| R O O M T I P S |
| Navigating by exit descriptions - Lok
In the seas area I wrote, there are many many identical rooms, some of which border on 'shoals' rooms, rooms with no exits for which you must recall. Anyway the players can get through the area easily in the daytime, but at night 'exits' doesn't work. However I put in exit descriptions in each direction so that a player could look in a direction and see if there was land, seas, shallows, or shoals in that direction. This is how they sailed. Dumb players would wait til morning. Smart players would navigate by looking at compass points. The point is this- those exit descriptions are always there, and you can put clues and paths and other hints in them to help the player. For instance the great pyramid uses exit descriptions to tell the player whether a path in any given direction is safe.
2 exit moron mazes - Lok
I have noticed a tendency in many muds now to abandon the standard merc map and remap their world. Often this is done poorly by the use of 2 exit moron mazes. By this I mean a series of 2 exit rooms which define a path which always leads somewhere. I have seen this in alot of new areas as well. A writer will make a huge segment of his/her area as a 2 exit moron maze, so the player is forced along a path throughout the area. These moron mazes really don't provide much of a mapping challenge, or variety to the area. Its very easy to beef up your room count with a 10 room road. It is much more challenging to make most of your rooms 3 and 4 exit rooms, where some thought is involved and there is a chance of a person getting lost. I think its much better to remap and connect through areas, not paths.
Randoms - Slash
Ok, the basic technique you see in most Mercs is random exits. What you do is label a room so that its exits are randomly switched. This makes it impossible to follow a set course through. In stock Mercs you see this best in The Great Eastern Desert. There are nine rooms labeled The Great Eastern Desert in this zone.

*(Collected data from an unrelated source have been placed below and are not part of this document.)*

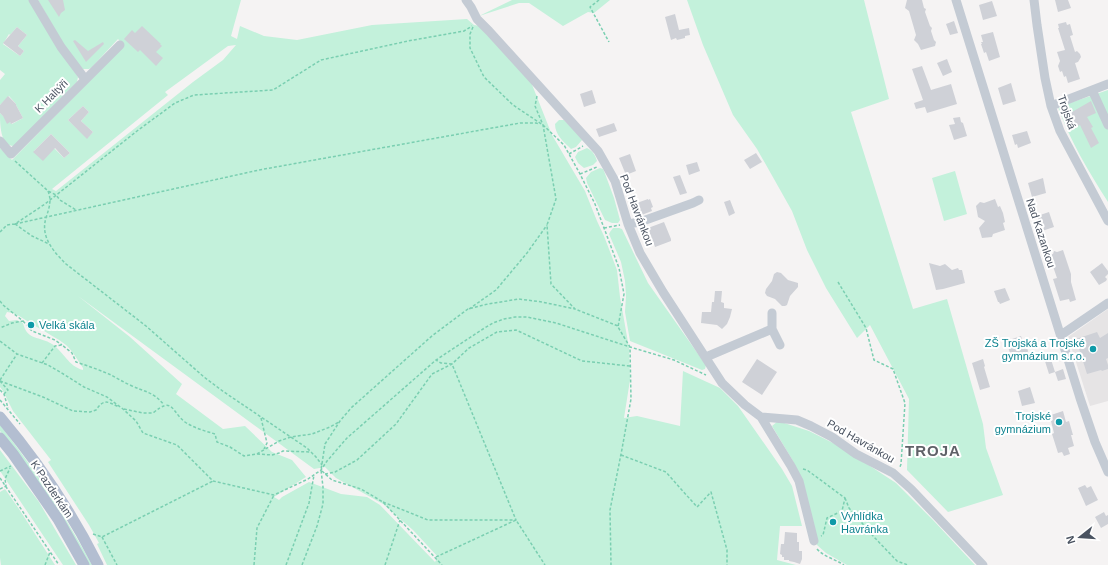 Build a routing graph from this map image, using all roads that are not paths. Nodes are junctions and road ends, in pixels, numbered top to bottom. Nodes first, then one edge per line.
1 (33, 0) edge
2 (466, 0) edge
3 (956, 0) edge
4 (1034, 0) edge
5 (120, 45) dead end
6 (85, 79) junction
7 (1108, 84) edge
8 (1092, 90) junction
9 (1051, 106) junction
10 (1108, 125) edge
11 (0, 141) edge
12 (699, 200) dead end
13 (1108, 221) edge
14 (628, 224) junction
15 (1108, 303) edge
16 (772, 313) dead end
17 (772, 328) junction
18 (1061, 335) junction
19 (780, 345) dead end
20 (706, 357) junction
21 (4, 413) edge
22 (761, 416) junction
23 (0, 438) edge
24 (1108, 472) edge
25 (814, 541) road end
26 (84, 565) edge
27 (98, 565) edge
28 (983, 565) edge

1 - 6 street
2 - 14 street, Pod Havránkou
3 - 18 street, Nad Kazankou
4 - 9 street, Trojská
5 - 6 street, K Haltýři
6 - 11 street, K Haltýři
7 - 8 street
8 - 9 street
8 - 10 street
9 - 13 street, Trojská
12 - 14 street
14 - 20 street, Pod Havránkou
15 - 18 street
16 - 17 street
17 - 19 street
17 - 20 street
18 - 24 street, Nad Kazankou
20 - 22 street, Pod Havránkou
21 - 27 main road, K Pazderkám
22 - 25 street, Pod Havránkou
22 - 28 street, Pod Havránkou
23 - 26 main road, K Pazderkám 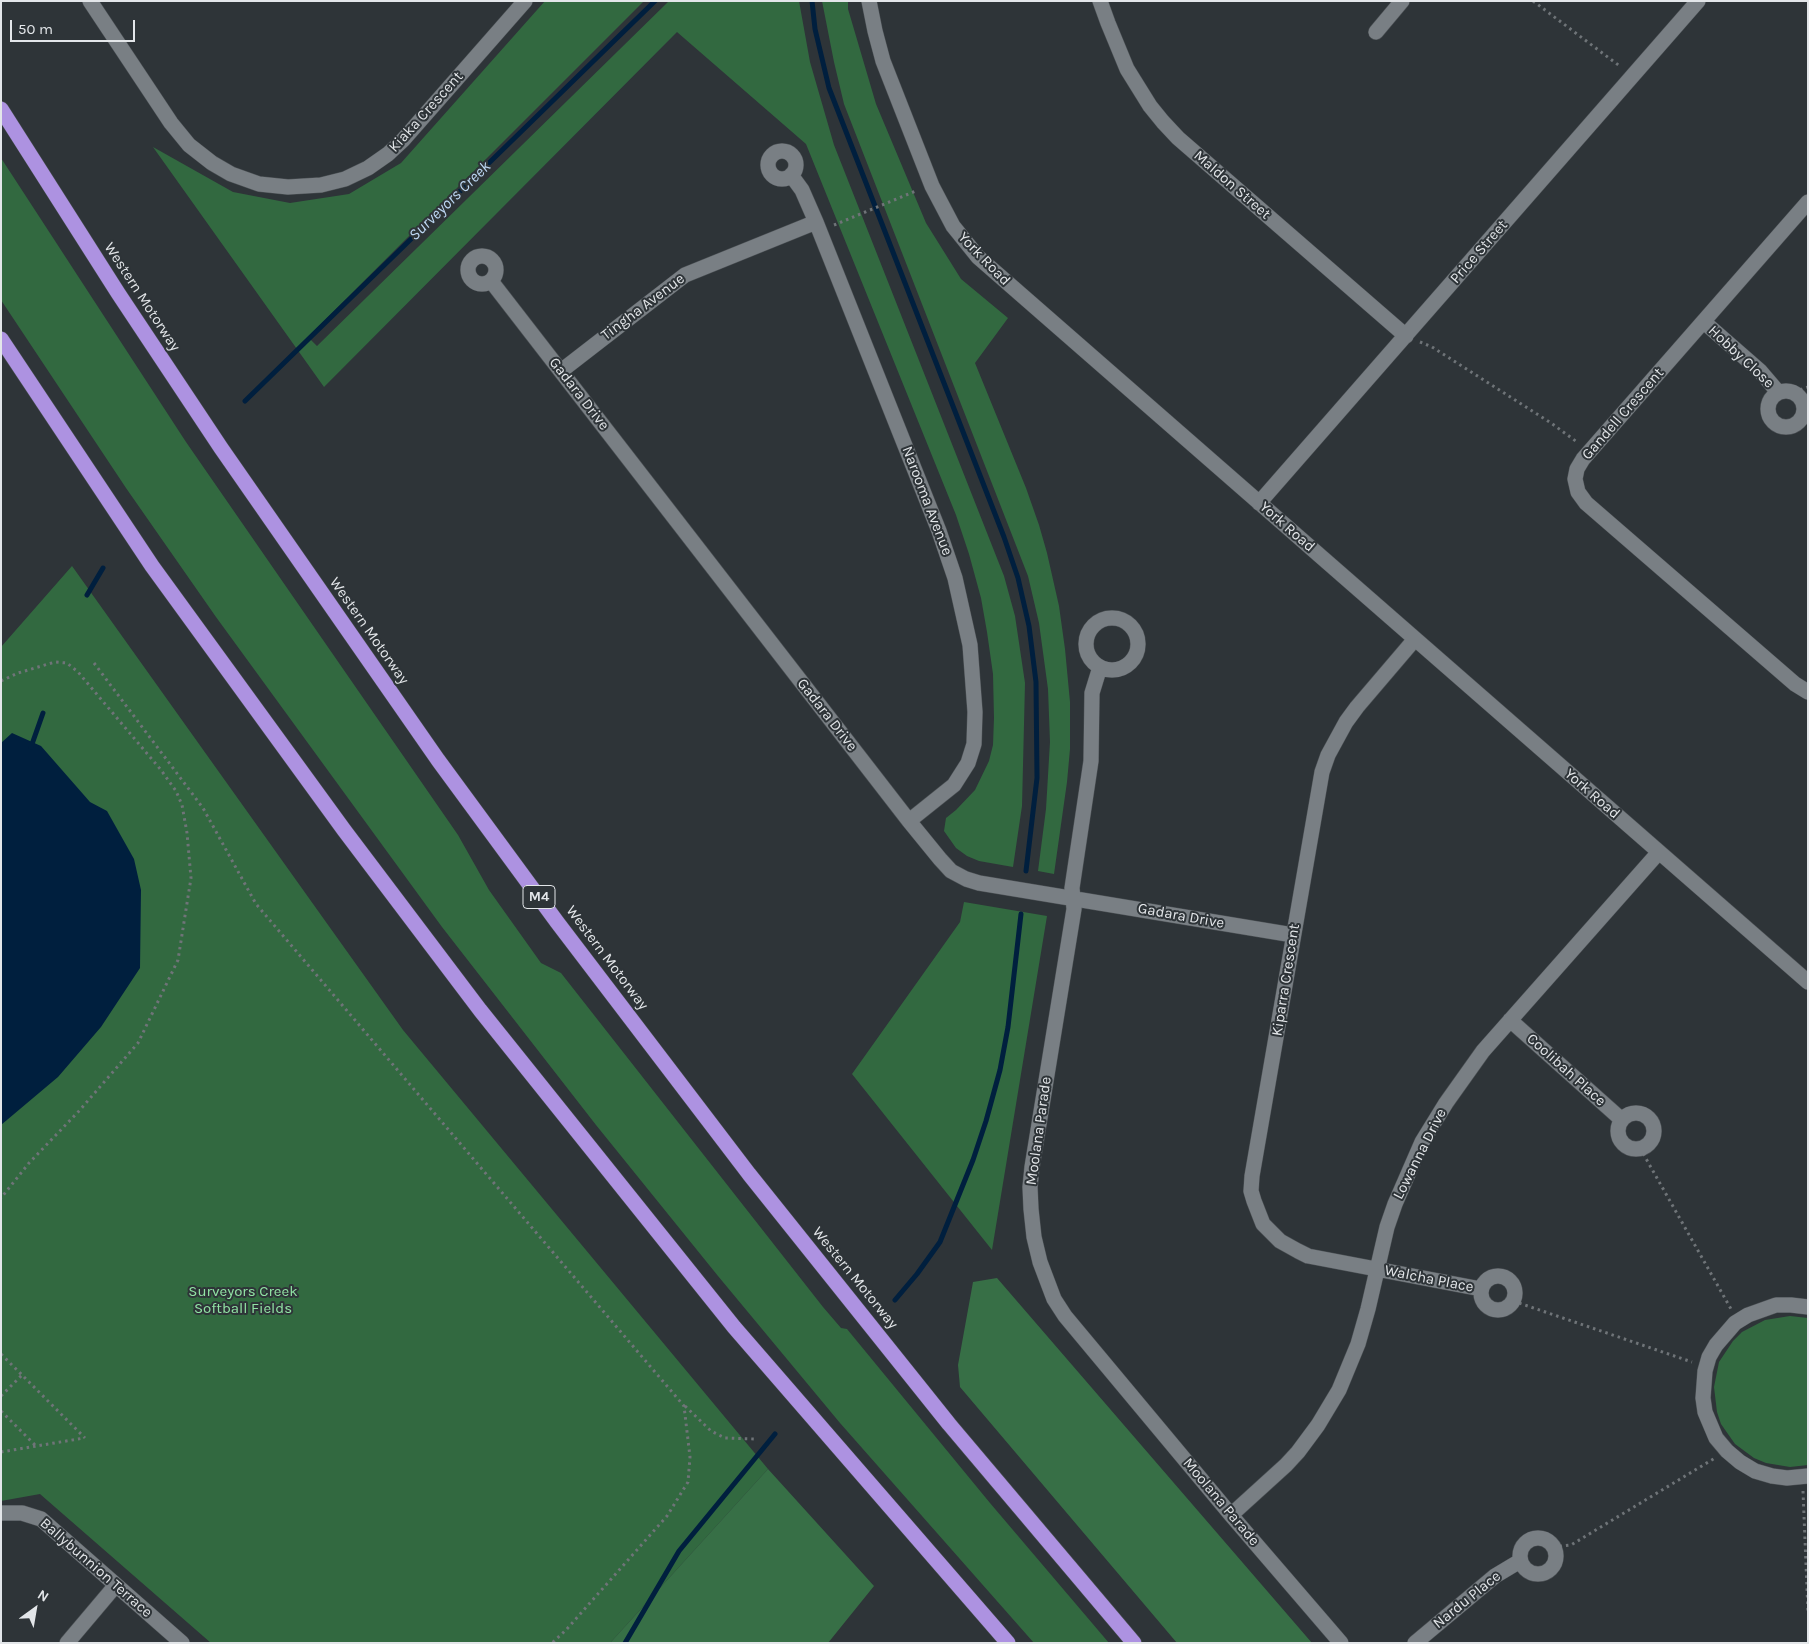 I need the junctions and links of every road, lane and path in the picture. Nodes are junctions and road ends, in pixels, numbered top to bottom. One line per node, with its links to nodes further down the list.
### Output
1 (90, 1): 2 (street, Kiaka Crescent)
2 (525, 1)
3 (870, 1): 12 (street, York Road)
4 (1100, 1): 17 (street, Maldon Street)
5 (1402, 1): 8 (street)
6 (1533, 1): 9 (path)
7 (1698, 1): 9 (street, Price Street)
8 (1376, 32)
9 (1632, 76): 17 (street, Price Street)
10 (1, 109): 65 (highway, Western Motorway / M4)
11 (792, 175): 14 (street, Narooma Avenue)
12 (932, 186): 14 (path); 23 (street, York Road)
13 (1808, 202): 16 (street, Gandell Crescent)
14 (816, 222): 19 (street, Tingha Avenue); 29 (street, Narooma Avenue)
15 (491, 281): 19 (street, Gadara Drive)
16 (1704, 322): 21 (street, Hobby Close); 22 (street, Gandell Crescent)
17 (1406, 336): 22 (path); 23 (street, Price Street)
18 (1, 339): 60 (highway)
19 (561, 371): 29 (street, Gadara Drive)
20 (1801, 389): 21 (street, Hobby Close); 21 (street, Hobby Close)
21 (1778, 392)
22 (1590, 452): 28 (street, Gandell Crescent)
23 (1259, 503): 24 (street, York Road)
24 (1415, 640): 30 (street, York Road); 32 (street, Kiparra Crescent)
25 (94, 663): 47 (path)
26 (1100, 667): 31 (street, Moolana Parade)
27 (2, 680): 37 (path)
28 (1808, 692)
29 (909, 821): 31 (street, Gadara Drive)
30 (1658, 852): 33 (street, York Road); 34 (street, Lowanna Drive)
31 (1073, 898): 32 (street, Gadara Drive); 55 (street, Moolana Parade)
32 (1293, 935): 38 (street, Kiparra Crescent)
33 (1808, 982)
34 (1510, 1020): 35 (street, Coolibah Place); 38 (street, Lowanna Drive)
35 (1622, 1120): 36 (street); 36 (street)
36 (1640, 1148): 42 (path)
37 (1, 1198)
38 (1377, 1269): 39 (street, Walcha Place); 55 (street, Lowanna Drive)
39 (1481, 1289): 40 (street, Walcha Place); 40 (street, Walcha Place)
40 (1513, 1301): 44 (path)
41 (1808, 1307): 42 (street)
42 (1735, 1323): 44 (street)
43 (1, 1354): 45 (path)
44 (1705, 1371): 51 (street)
45 (22, 1375): 46 (path); 50 (path)
46 (1, 1396)
47 (684, 1406): 49 (path); 63 (path)
48 (1, 1411): 50 (path)
49 (755, 1439)
50 (37, 1447): 52 (path)
51 (1727, 1451): 53 (street); 56 (path)
52 (1, 1452)
53 (1805, 1477): 59 (path)
54 (1, 1513): 58 (street, Ballybunnion Terrace)
55 (1231, 1515): 66 (street, Moolana Parade)
56 (1553, 1547): 57 (street); 57 (street)
57 (1520, 1561): 67 (street, Nardu Place)
58 (116, 1585): 61 (street); 62 (street, Ballybunnion Terrace)
59 (1808, 1613)
60 (999, 1636): 64 (highway)
61 (66, 1643)
62 (182, 1643)
63 (552, 1643)
64 (1008, 1643)
65 (1134, 1643)
66 (1342, 1643)
67 (1416, 1643)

All of the exits in the nine rooms go to other The Great Eastern Desert rooms, except one that takes you back to Midgaard, one to a dragon, one to a nomad camp, and one to MegaCity1. Now, if you have never played a MUD with random exits you are probably thinking that nine rooms isn't very many and someone can easily get to any of the four exits with a little poking around. WRONG! Nine random rooms is a LOT of rooms. I have burned hundreds of moves just trying to get to the MegaCity. It is REALLY hard, especially at night when you can't use the exits command to see if you are bordering the room you are looking for. So be very sparing when you use this technique.
One-way exits - Slash
Another popular technique is the one way exit. With one way exits, adventurers cannot backtrack and so must press forward in your zone. An example of this is the Galaxy zone. You enter through a crystal ball in one zone and later leave through a rope from the clouds. Another technique is solitary and private rooms. A private room only fits one character, and solitary only fits one. Note that we are talking characters, not players. So a solitary room can be used to force players to fight mobiles in single combat.
Secret doors - Slash
Secret doors are a popular technique. Note that in Merc a door must be in one of the six
cardinal directions (N, S, E, W, U, D), so that players who are on the lookout for secret doors just check all directions that don't have normal exits. All doors in Merc can have special names, so you could make a room with a life-like tapestry on the wall and the player could open tapestry; south to go into the tapestry.
Mob confinement - Lok
Many areas have no mob confinement, and all mobs wander all over the place, or even worse, are frozen in sentinel stances. If your mud has a stay terrain bit, you can use terrain to define a 'range' for your mob. If you do not have that bit, consider using no mobs room flags to limit the range. You should always mob lock your area by making the connection point to your area a no mob space. Good places for no mob spaces are stairways between levels, gates going into and out of cities, and trail junctions/or intersections. If you
do this, you can slice up your area into several smaller ranges into which you load mobs and
let them wander.
Mazes and paths - Lok
I played in a great area called the Jungle by Landru. He had it set up so that there was a path through it. The path, however was not obvious. You had to find it by looking at extras in the room descriptions. There were hints as to which way the path lead, like blaze marks on trees, or sticks pointing in certain directions. Often you would have to go 3 extras deep to find the clue. Anyway in any given room there were about 4 or more exits- 2 were on the path, and 2 lead into a nasty random maze of a jungle. Smart players could follow the path to a jungle city, and stupid ones would wander aimlessly forever in the jungle.